Per-asset credits (set in the translation above) name the individual photographer with a link to their Pexels profile, and the utm parameters tag outgoing links for analytics.

Query the Source#

Once registered, query the source through the standard Asset API. Pass an empty query to fetch curated photos, or a search term to search the library — pagination works the same way for both:

let curated = try await engine.asset.findAssets(
sourceID: PexelsAssetSource.id,
query: .init(query: nil, page: 0, perPage: 20),
)
print("Pexels returned \(curated.assets.count) curated photos")
let results = try await engine.asset.findAssets(
sourceID: PexelsAssetSource.id,
query: .init(query: "mountains", page: 0, perPage: 20),
)
print("Pexels search returned \(results.assets.count) photos for 'mountains'")
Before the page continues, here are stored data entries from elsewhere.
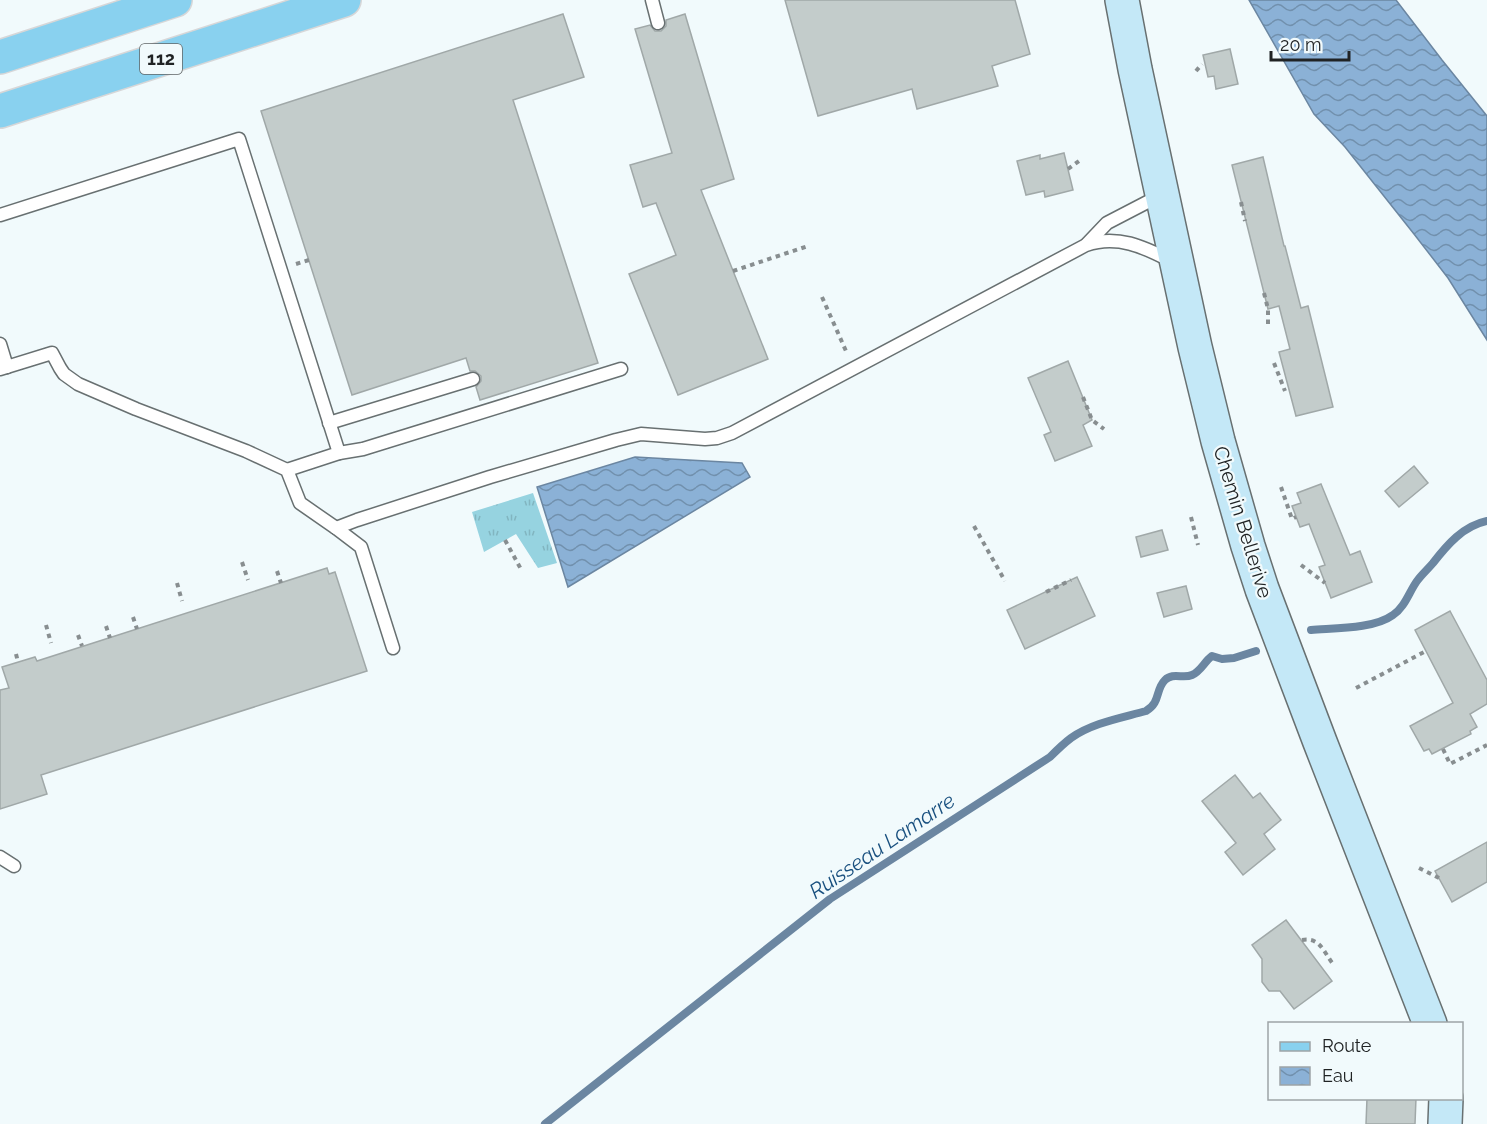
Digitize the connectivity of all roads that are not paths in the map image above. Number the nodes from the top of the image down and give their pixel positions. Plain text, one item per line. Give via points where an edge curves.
1 (175, 0) edge
2 (344, 0) edge
3 (652, 0) edge
4 (1122, 0) edge
5 (658, 23) dead end
6 (0, 57) edge
7 (0, 111) edge
8 (1163, 194) junction
9 (0, 215) edge
10 (1086, 245) junction
11 (1178, 265) junction
12 (0, 344) edge
13 (4, 368) edge
14 (621, 369) dead end
15 (473, 379) dead end
16 (329, 423) junction
17 (339, 453) junction
18 (287, 470) junction
19 (336, 528) junction
20 (393, 648) dead end
21 (0, 857) edge
22 (14, 866) dead end
23 (1430, 1022) edge
24 (1446, 1100) edge
25 (1445, 1124) edge

1 - 6 main road
2 - 7 main road, 112
3 - 5 lane
4 - 8 street, Chemin Bellerive
8 - 10 lane via 1107,223
8 - 11 street, Chemin Bellerive
9 - 16 lane via 239,139
10 - 11 lane via 1117,240
10 - 19 lane via 732,433 705,439 642,434 616,440
11 - 23 street, Chemin Bellerive via 1205,387 1251,556
12 - 13 lane
13 - 18 lane via 52,353 64,374 78,384
14 - 17 lane via 363,449
15 - 16 lane
16 - 17 lane
17 - 18 lane
18 - 19 lane via 300,503
19 - 20 lane via 361,547
21 - 22 lane
24 - 25 street

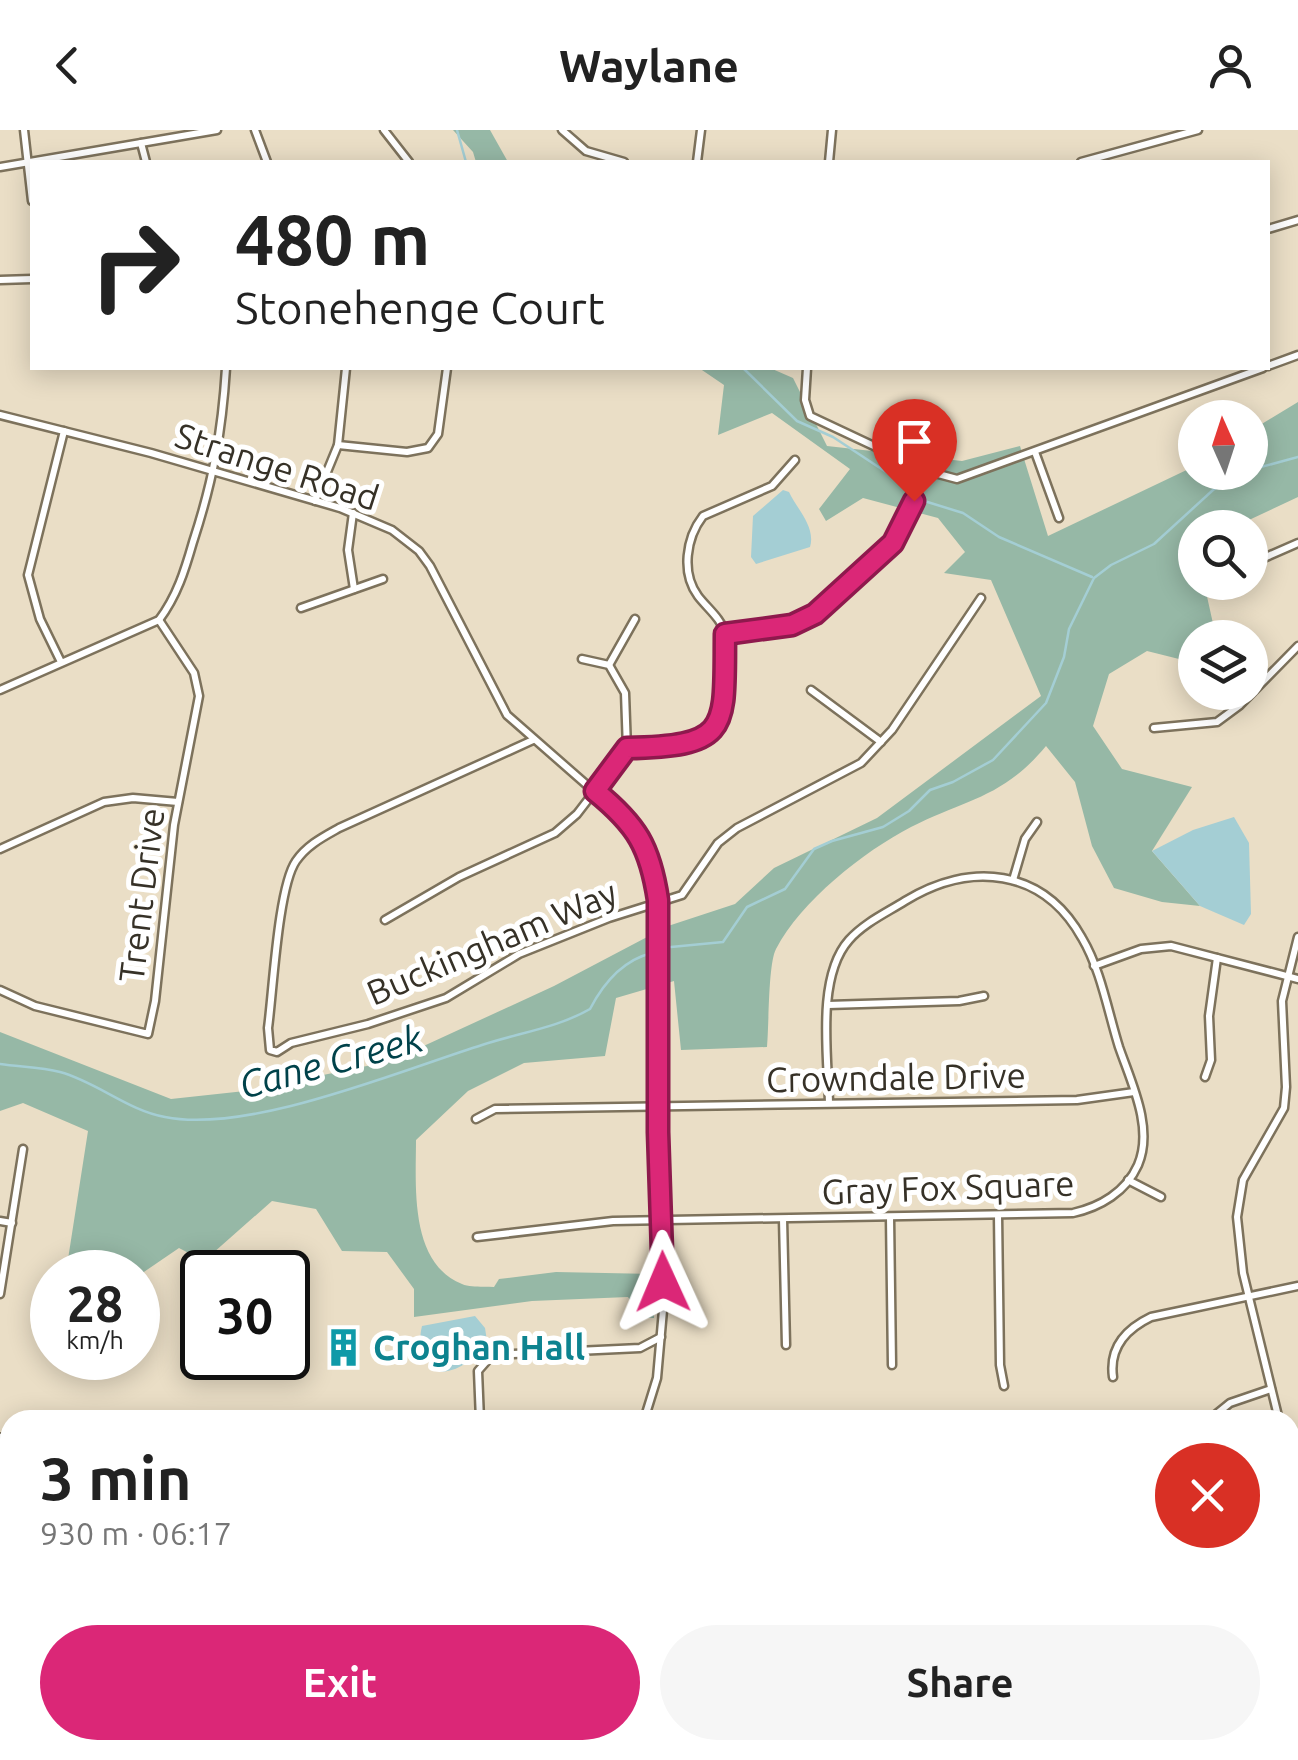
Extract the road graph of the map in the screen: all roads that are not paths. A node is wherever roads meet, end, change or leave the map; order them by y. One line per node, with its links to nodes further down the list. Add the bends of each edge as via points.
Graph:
1 (24, 130): 18 (street)
2 (216, 130): 9 (street)
3 (254, 130): 12 (street)
4 (384, 130): 13 (street)
5 (562, 130): 14 (street, via 586,151)
6 (702, 130): 15 (street)
7 (832, 130): 16 (street)
8 (1198, 130): 17 (street)
9 (141, 143): 10 (street); 11 (street)
10 (40, 160)
11 (145, 160)
12 (266, 160)
13 (407, 160)
14 (617, 160)
15 (698, 160)
16 (828, 160)
17 (1087, 160)
18 (28, 162): 19 (street); 20 (street)
19 (0, 167)
20 (30, 182)
21 (1298, 220): 22 (street)
22 (1270, 228)
23 (30, 279): 24 (street)
24 (0, 280)
25 (1298, 354): 26 (street)
26 (1270, 365)
27 (226, 370): 38 (street)
28 (346, 370): 34 (street)
29 (447, 370): 34 (street, via 437,438 428,448)
30 (808, 370): 37 (street, via 810,416)
31 (1257, 370): 35 (street)
32 (0, 415): 33 (street, Strange Road)
33 (64, 430): 38 (street, Strange Road); 53 (street, via 28,575)
34 (338, 445): 39 (street)
35 (1035, 452): 37 (street, via 962,479); 41 (street)
36 (795, 460): 50 (street, via 772,486 703,516 693,533 688,576)
37 (927, 471): 50 (street, via 893,543 815,614 792,625)
38 (215, 473): 39 (street, Strange Road); 49 (street, via 180,582)
39 (315, 501): 40 (street, Strange Road)
40 (353, 513): 45 (street, via 348,550); 58 (street, Strange Road, via 392,530 424,558 500,705)
41 (1058, 518)
42 (1298, 543): 43 (street)
43 (1268, 556)
44 (383, 579): 45 (street)
45 (354, 589): 47 (street)
46 (981, 598): 59 (street)
47 (301, 608)
48 (635, 618): 54 (street)
49 (159, 620): 53 (street); 62 (street, Trent Drive, via 198,688)
50 (725, 634): 60 (street, via 724,708 712,731 682,746)
51 (1298, 646): 57 (street, via 1217,722)
52 (582, 659): 54 (street)
53 (62, 662): 55 (street)
54 (610, 665): 60 (street, via 626,693)
55 (0, 690)
56 (810, 690): 59 (street)
57 (1154, 728)
58 (533, 740): 61 (street, Strange Road); 66 (street, Buckingham Way, via 339,828 305,850 286,887 270,1050 446,998 519,954)
59 (881, 742): 66 (street, via 861,763 737,828 682,894)
60 (627, 748): 61 (street)
61 (595, 791): 66 (street, Strange Road, via 642,838); 67 (street, via 555,833)
62 (178, 802): 64 (street, via 104,802); 73 (street, Trent Drive, via 148,1034 35,1006)
63 (1038, 822): 65 (street)
64 (0, 848)
65 (1013, 880): 70 (street, via 1065,914); 75 (street, via 945,880 871,922 839,954)
66 (658, 900): 79 (street, Strange Road)
67 (385, 920)
68 (1298, 937): 71 (street)
69 (1217, 958): 70 (street, via 1159,946); 71 (street); 76 (street)
70 (1094, 966): 77 (street)
71 (1287, 976): 72 (street); 93 (street, via 1281,1013 1284,1108 1238,1201)
72 (1298, 979)
73 (0, 990)
74 (984, 996): 75 (street)
75 (828, 1004): 78 (street)
76 (1206, 1077)
77 (1134, 1092): 78 (street, Crowndale Drive, via 1077,1100); 82 (street, via 1142,1140)
78 (829, 1104): 79 (street, Crowndale Drive)
79 (659, 1107): 80 (street, Crowndale Drive, via 495,1109); 88 (street, Strange Road)
80 (476, 1119)
81 (23, 1150): 89 (street)
82 (1128, 1180): 83 (street); 84 (street, Gray Fox Square, via 1086,1210)
83 (1161, 1197)
84 (998, 1215): 85 (street, Gray Fox Square); 100 (street)
85 (890, 1217): 86 (street, Gray Fox Square); 98 (street)
86 (783, 1219): 88 (street, Gray Fox Square); 95 (street)
87 (0, 1220): 89 (street)
88 (662, 1220): 90 (street, Gray Fox Square); 94 (street, Strange Road)
89 (12, 1222): 92 (street)
90 (476, 1238)
91 (1298, 1286): 93 (street)
92 (0, 1294)
93 (1248, 1294): 99 (street, via 1141,1322 1118,1344); 101 (street)
94 (662, 1336): 96 (street); 97 (street, Strange Road)
95 (786, 1345)
96 (640, 1348): 97 (street); 102 (street, via 492,1355 478,1371)
97 (660, 1364): 103 (street, Strange Road)
98 (892, 1365)
99 (1113, 1377)
100 (1004, 1386)
101 (1270, 1389): 104 (street); 105 (street)
102 (480, 1410)
103 (647, 1410)
104 (1221, 1410)
105 (1276, 1410)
The returned AssetResult values can be added to a scene with engine.asset.apply(sourceID:assetResult:). Registering the source makes it queryable through the Asset API but does not add it to an editor’s asset library — on iOS, add a library section for it as shown in the Customize Asset Library guide.

Troubleshooting#

  • Authentication errors: Confirm the key is sent in the Authorization header and is valid for the Pexels API.
  • Rate limiting: Pexels enforces per-key rate limits and returns HTTP 429 when exceeded. Cache results and back off on 429 responses.
  • Missing attribution: Verify both the source-level credits/license and the per-asset credits are populated from the API response.
  • Images fail to load: Check that the Pexels CDN URLs in src are reachable from the device’s network.

API Reference#

Methods#

Method Description
engine.asset.addSource(_:) Register an object conforming to AssetSource (such as PexelsAssetSource) as a custom source.
engine.asset.findAllSources() List the IDs of every registered asset source.
engine.asset.findAssets(sourceID:query:) Query a source for a page of results, returning an AssetQueryResult.